Friends who have met my mother all have one thing in common; they say she looks like Paula Deen. Being from the South, she sure sounds like her too, and no doubt a cookout between the two of them would be a feast worth shaking a stick at! (And that is a good thing in “Southern-speak!”)
Alas, most folks don’t find financial matters all that delicious. That’s what makes me a bit of a geek, a numbers geek that is. I can’t wait for Middlefield to serve up a salient budget so I can bite into it, one morsel at a time!
So if all we had was just Paula’s stick of butter added into the mix, what do you think things would be like?
For starters, we'd need to:
- Butter it up: A reminder of all of the fabulous things the Town of Middlefield has accomplished over the past several years. Name a few and let’s congratulate ourselves on a job well done!
- Marinade it: A nod to Hartford, or a tip of the hat, because now that we see where the state budget is headed, it’s easier for us to plan for where we need to go with this year’s budget. Whether or not we soak up $ here.
- Measure it carefully: A look at the present budget, to see where there are shortfalls in our processes and making some adjustments to accommodate unbudgeted items that are coming in higher such as the BAN payments and what I’ve heard could be a $300,000 bill for snow removal.
- Grill it: An openness to challenging assumptions, opening up to accept change, and striving to keep tax burdens down in light of tax burdens increasing at the state level so that citizen’s budgets remain neutral.
- Time it: A look forward to a future that includes Alpine reopening Powder Ridge and hopefully enjoying some skiing in 2013, or thereabouts.
- Check on it: And lastly, to hold folks accountable for some mistakes that have been made, so we can correct bad habits and cook up something that tastes great (and passes the smell test.)
I don't know about you but that sounds to me like a recipe for success!
When I say butter, I’m not talking about fat. I don’t think we need any more bloated spending right now, and certainly no tax increases.

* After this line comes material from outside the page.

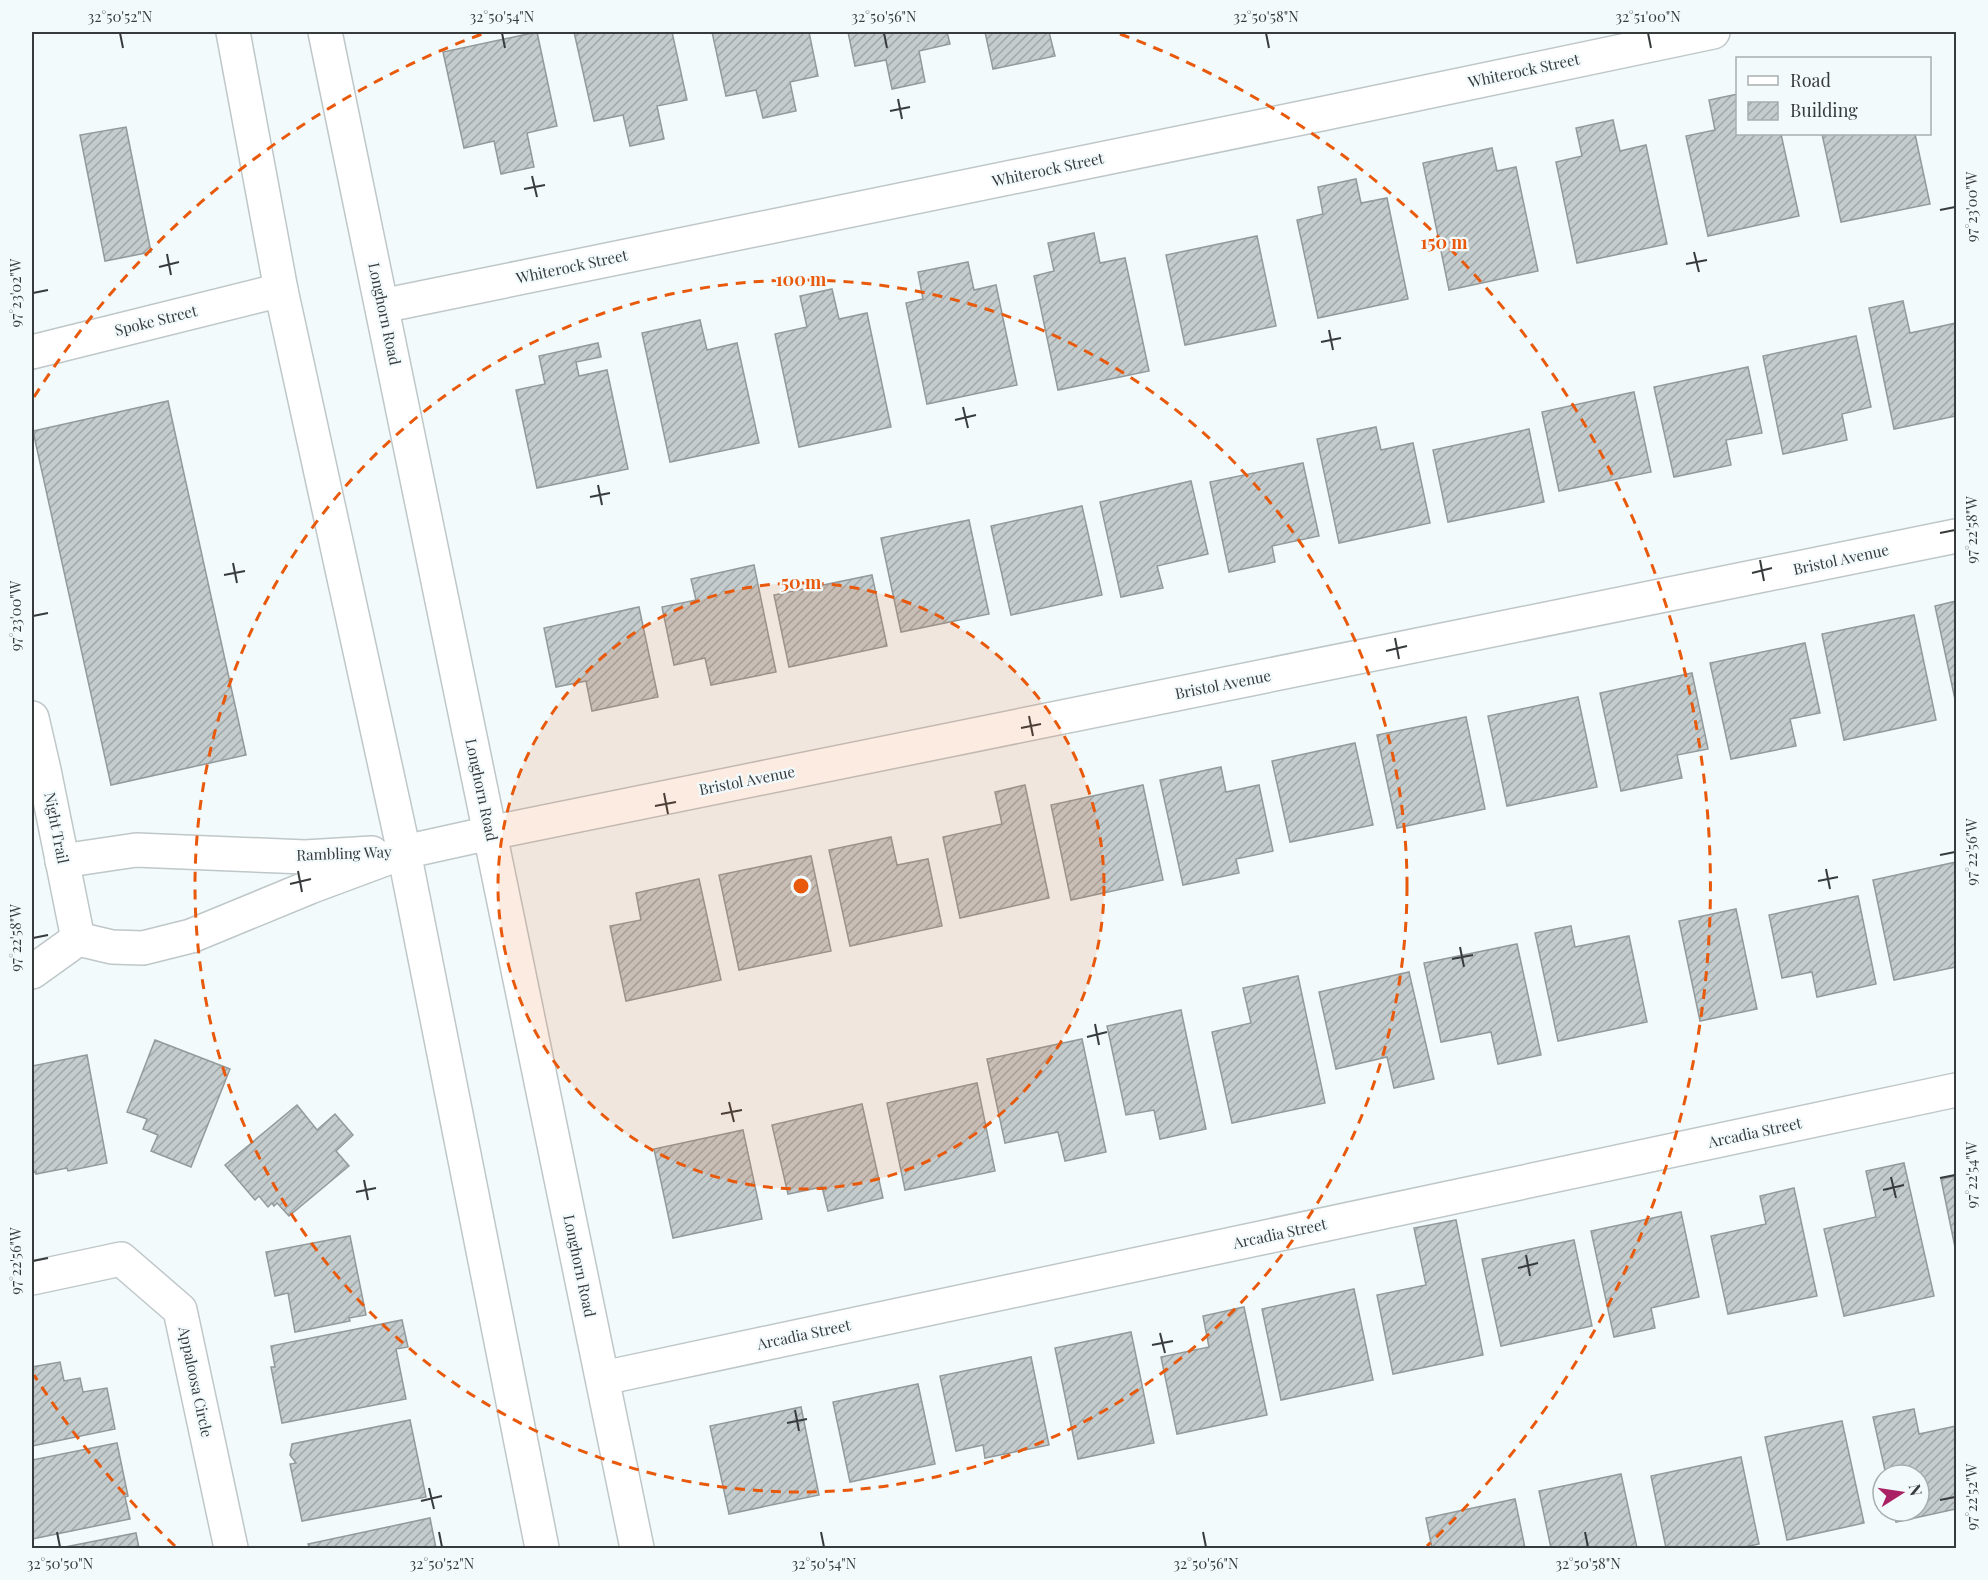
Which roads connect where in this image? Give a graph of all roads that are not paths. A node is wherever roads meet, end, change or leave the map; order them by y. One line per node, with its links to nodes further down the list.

What we need is some good ole fashioned flavorful discussions thrown into the mix! Here is a nugget to savor for starters:
“We all find comfort applying familiar solutions to problems, sticking to what we know best… if the solution were easy to see or obvious to everyone, it probably already would have been found. Pushing harder and harder on familiar solutions, while fundamental problems persist or worsen, is a reliable indicator of nonsystematic thinking – what we often call the ‘what we need is a bigger hammer’ syndrome.” - Peter Senge from his book The Fifth Disciple
What Senge seems to be saying is that sometimes it takes a lot of digging and mulling over a problem, as well as debating and revising potential solutions, in order to achieve dynamic success.

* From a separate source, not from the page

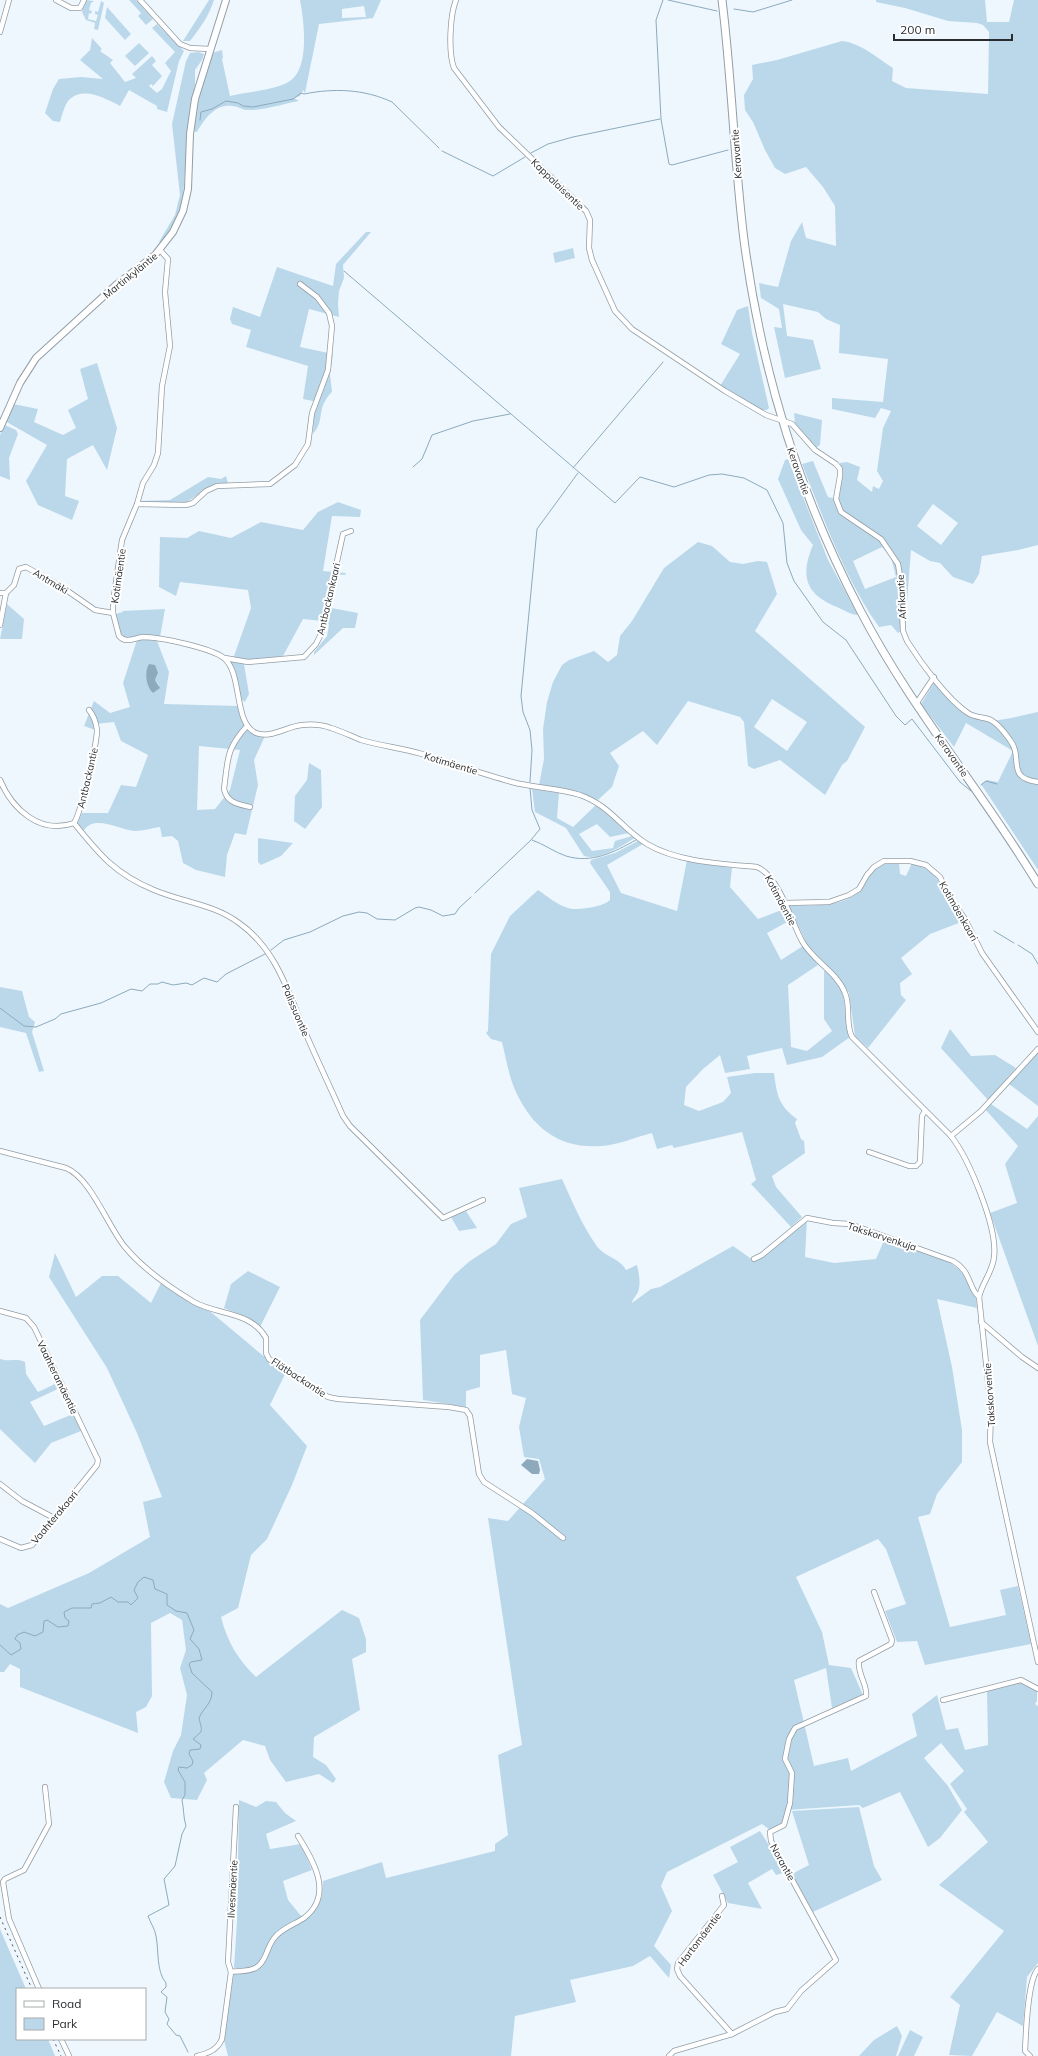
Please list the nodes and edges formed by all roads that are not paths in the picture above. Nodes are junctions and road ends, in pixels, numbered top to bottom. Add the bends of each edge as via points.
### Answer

Think about how often you have seen legislation in Washington and Hartford address one problem only to create another. That is the kind of nonsystematic thinking to which Senge is referring.
Remember the junk food tax idea Mike Bloomberg had a while ago? It’s the idea that we hear radio commercials blasting, “should government be telling me what food I should buy?” Well I’m sure Paula Deen probably isn’t a fan of this either, for obvious reasons!
But here is the argument he used: a tax should be applied to cheap junk food because it isn’t good for us. This is an example of nonsystematic thinking.
Why, you may ask? Bloomberg’s solution was applied to the finished product, so it would affect consumers, shoppers, moms, college students cramming for exams, etc. People are still up in arms about what seemed to a billionare like the right thing to do.
Maybe he didn't understand that to really change the cost of junk food, price increases would have to occur much sooner than the finished products hit store shelves, possibly by eliminating Federal subsidies on corn syrup.
If corn syrup was less abundant, the price of it would rise for the manufacturers of the junk food, and they would either make less of it or raise the prices of the finished product to cover costs. Kids wouldn't be able to afford it, cost-conscious moms would buy broccoli because it's cheaper than candy, problem solved!
From the perspective of a new resident, I find myself confounded by examples of this in Middlefield too. As tasty as open space land purchases are, they have both the benefits and the consequences I’ve described. Open space can be overly subsidized and feel like something we’re overly entitled to have more of because it’s cheaply available (for “free” if the town buys it.)
I would argue that too much open space purchased becomes a burden on the town to maintain. Extra labor expenses may be needed to bush-hog it, plow it, and protect it from vandalism, dumping, and pollution. Open space land also is not a property tax revenue source. So although less of the town’s resources may be used for its upkeep, as compared to other taxable property, having too much open space can negatively affect the budget because no tax revenues are available to pay for the costs.
I am not saying there is no benefit to open land, on the contrary, I think if it is effectively managed it becomes even more valueable. But the real question is: are we managing it?
At the most recent Conservation Commission meeting (Feb. 15) I learned that they are creating a listing of all Town owned land and making maps of it. Jon Brayshaw had actually told me that himself many weeks earlier in a telephone conversation. He said that the town is frequently asked, especially during hunting season, for maps of the open land areas, and he wanted the Conservation Commission to put these maps together so that they could be given to hunters.
Having maps available is one thing, but it takes hours upon hours to research and develop maps. And if the maps contain intellectual property, such as little known facts about some obscure landmark, land boundary, scenic vista, and so on, they could be sold at a minimum to cover the expenses of producing them. As a new resident, I would also be interested in purchasing such a map, so that I could find my way around better. And in discussions with the folks in the meeting who would love to do mountain biking or hiking on the open land, they would too!
We just need to think differently about the open space. There are so many other wonderful ways that it can be enjoyed, besides for hunting, and a few of those ways can help us cover the costs to maintain it. Having a community garden somewhere would be another way. My old town of Wethersfield did this. It cost about a $40 fee for each resident who wanted a small garden plot. The town used those funds to pay for a rototiller, covering the Town’s expenses to plow those gardens.
I know I’m throwing a lot at you, but my focus as an outsider is to share the benefits of us all getting together as a Town, and helping each other out by sharing our opinions so in the end we have more robust solutions, rather than leaving everything up to Jon to decide.
The actions of our own town government have been very similar to this. Let’s look at it through the eyes of Paula Deen: pouring butter on the budget process may not be easy, but we have to start somewhere.
The more people we have participating, and the more information the public can start to review in advance of the Town Meeting, the better prepared we (as the legislative body of this town) will be.
We need to have an intelligent discussion and debates on the issues. Heck, if it comes down to it, I'll invite Mom up here and we'll have a barbeque!
Like Paula Deen would say, “we’re fixin’ up a tasty budget, y’all!”